9 de ago. de 2012

Disco velho da semana: Dr. John


Dr. John protagonizou uma das cenas mais melancólicas que já presenciei. Era 2005, e eu estava no Rio para vê-lo no (falecido) TIM Festival. A Marina da Glória estava lotada de gente; havia mais gente com pulseiras VIPs do que público "normal", típico do Rio. Quando cheguei ao palco em que o pianista de New Orleans tocaria, fiquei surpreso com as muitas pessoas que acompanhavam o show de abertura, de Dona Ivone Lara. Vi um famoso ou outro com o canto dos olhos e sentei, esperando que Mac Rabennack (o nome verdadeiro de Dr. John) entrasse e se sentasse ao piano.

Cada minuto a menos na contagem para o início do show de Dr. John, significava uma cadeira vazia a mais. Foi aflitivo. Queria impedir as pessoas de se levantarem e irem embora. Justo naquela hora, poxa? "Agora que vai começar?". A ansiedade surtiu pouco efeito. E por que diabos as pessoas se evadiam quando uma lenda da música estava prestes a entrar em cena? Fiquei intimamente envergonhado quando Dr. John se postou frente a frente com seu crânio, companheiro antigo de piano, e começou o show. Senti vergonha por todos nós, que estávamos ali antes. Por todos que tinham acesso aos outros palcos da Marina (eu não tinha). A todos que puderam ver um dos maiores músicos de blues de todos os tempos, mas saíram correndo antes que ele batesse a primeira tecla do piano.

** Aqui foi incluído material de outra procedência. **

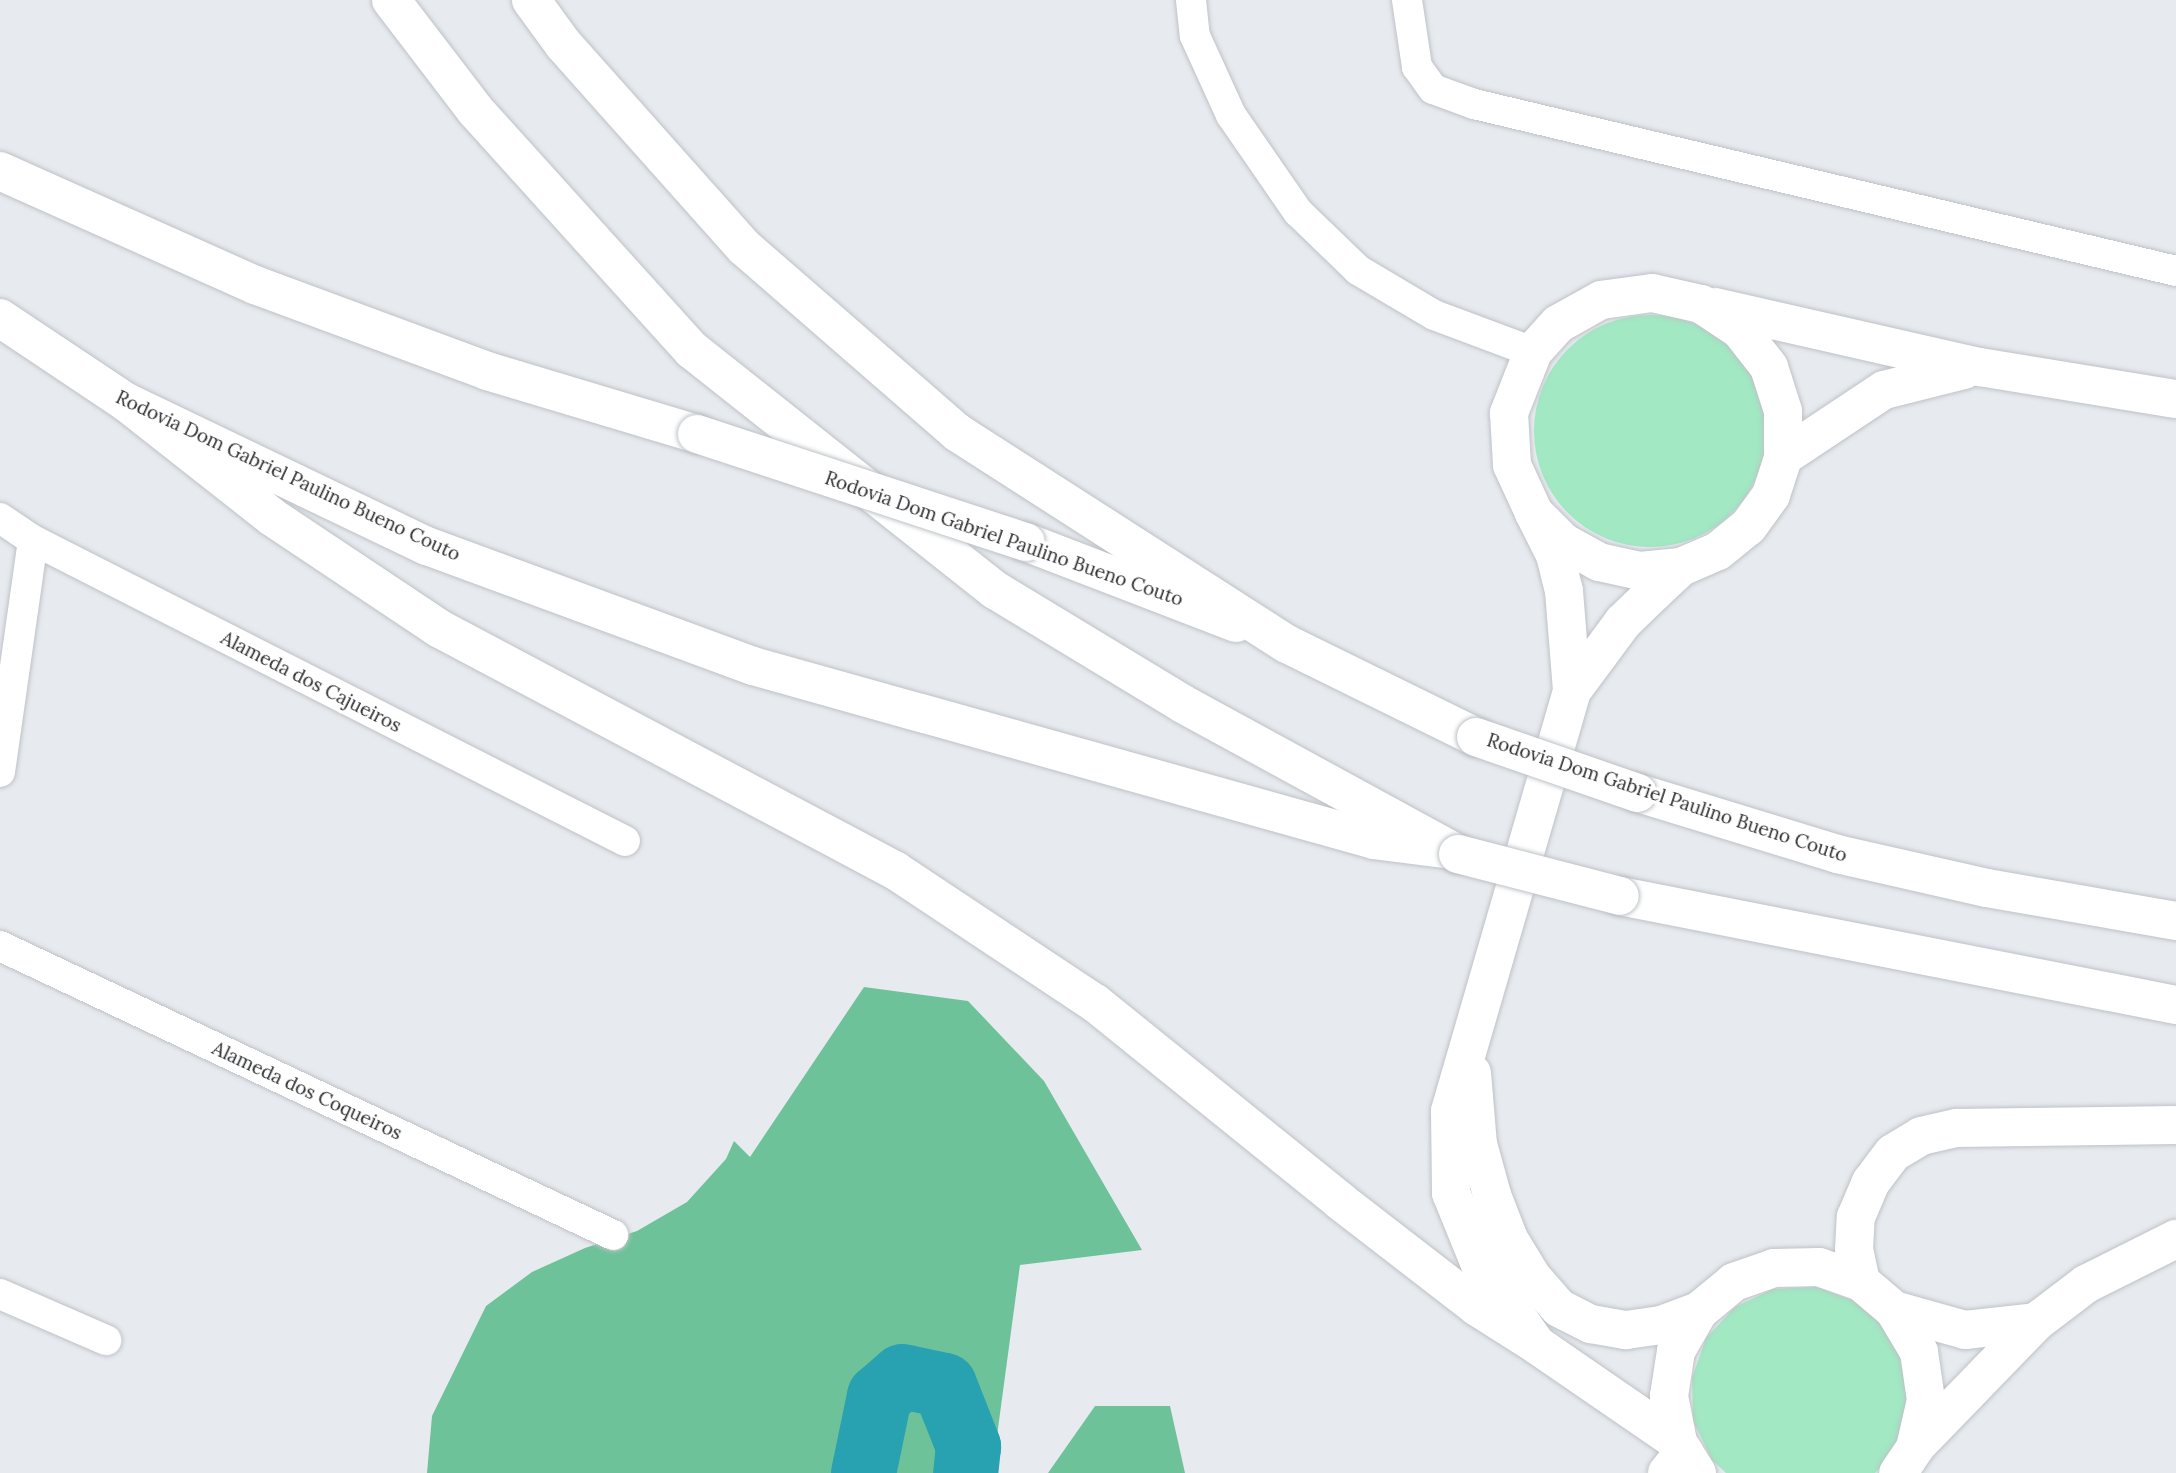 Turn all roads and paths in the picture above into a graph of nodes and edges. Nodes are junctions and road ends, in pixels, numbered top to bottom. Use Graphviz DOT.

Me senti ainda pior quando ele, vendo a situação, pediu a todos os 50 presentes que se levantassem das mesas e se aproximassem do palco logo de uma vez. E vimos, em pé, com um tremendo de um vazio às costas, com uma tremenda de uma banda à frente, "o" Dr. John. O homem que era amigo de Stevie Ray Vaughan, que misturou o blues com o jazz, com a música do Mardi Gras de New Orleans, que gravou um dos maiores discos da história ("In The Right Place"), tocando para um público menor que o do Café Piu-Piu. Foi um privilégio embaraçoso. Uma dádiva meio suja, meio errada.


Dava para apoiar os braços no palco enquanto ele tocava uma das minhas canções favoritas de todos os tempos, "Right Place Wrong Time". Um suingue que de tão bom, tão raro, é um fenômeno da natureza, incontrolável e impossível de explicar. Tem que ver de perto.

Tudo isso para falar do tal disco velho, "In The Right Place", de 1973, que é referência para todo tipo de músico. Que inspirou o último disco do próprio Dr. John ("Locked Down", de 2012), produzido pelo fã Dan Auerbach (Black Keys). Um disco pouco citado nas compilações de melhores de todos os tempos, do século ou coisa que o valha, mas que merecia mais atenção.

Eu vi o Dr. John de perto, e ele tocou uma música desse disco na minha frente. Até hoje não acredito nisso. Até hoje não acredito que todas aquelas pessoas e suas pulseirinhas prateadas preferiram ouvir Elvis Costello cantar "She" a ficar pertinho do desafinado Dr. John. "She" deixou Dr. John cantando quase sozinho.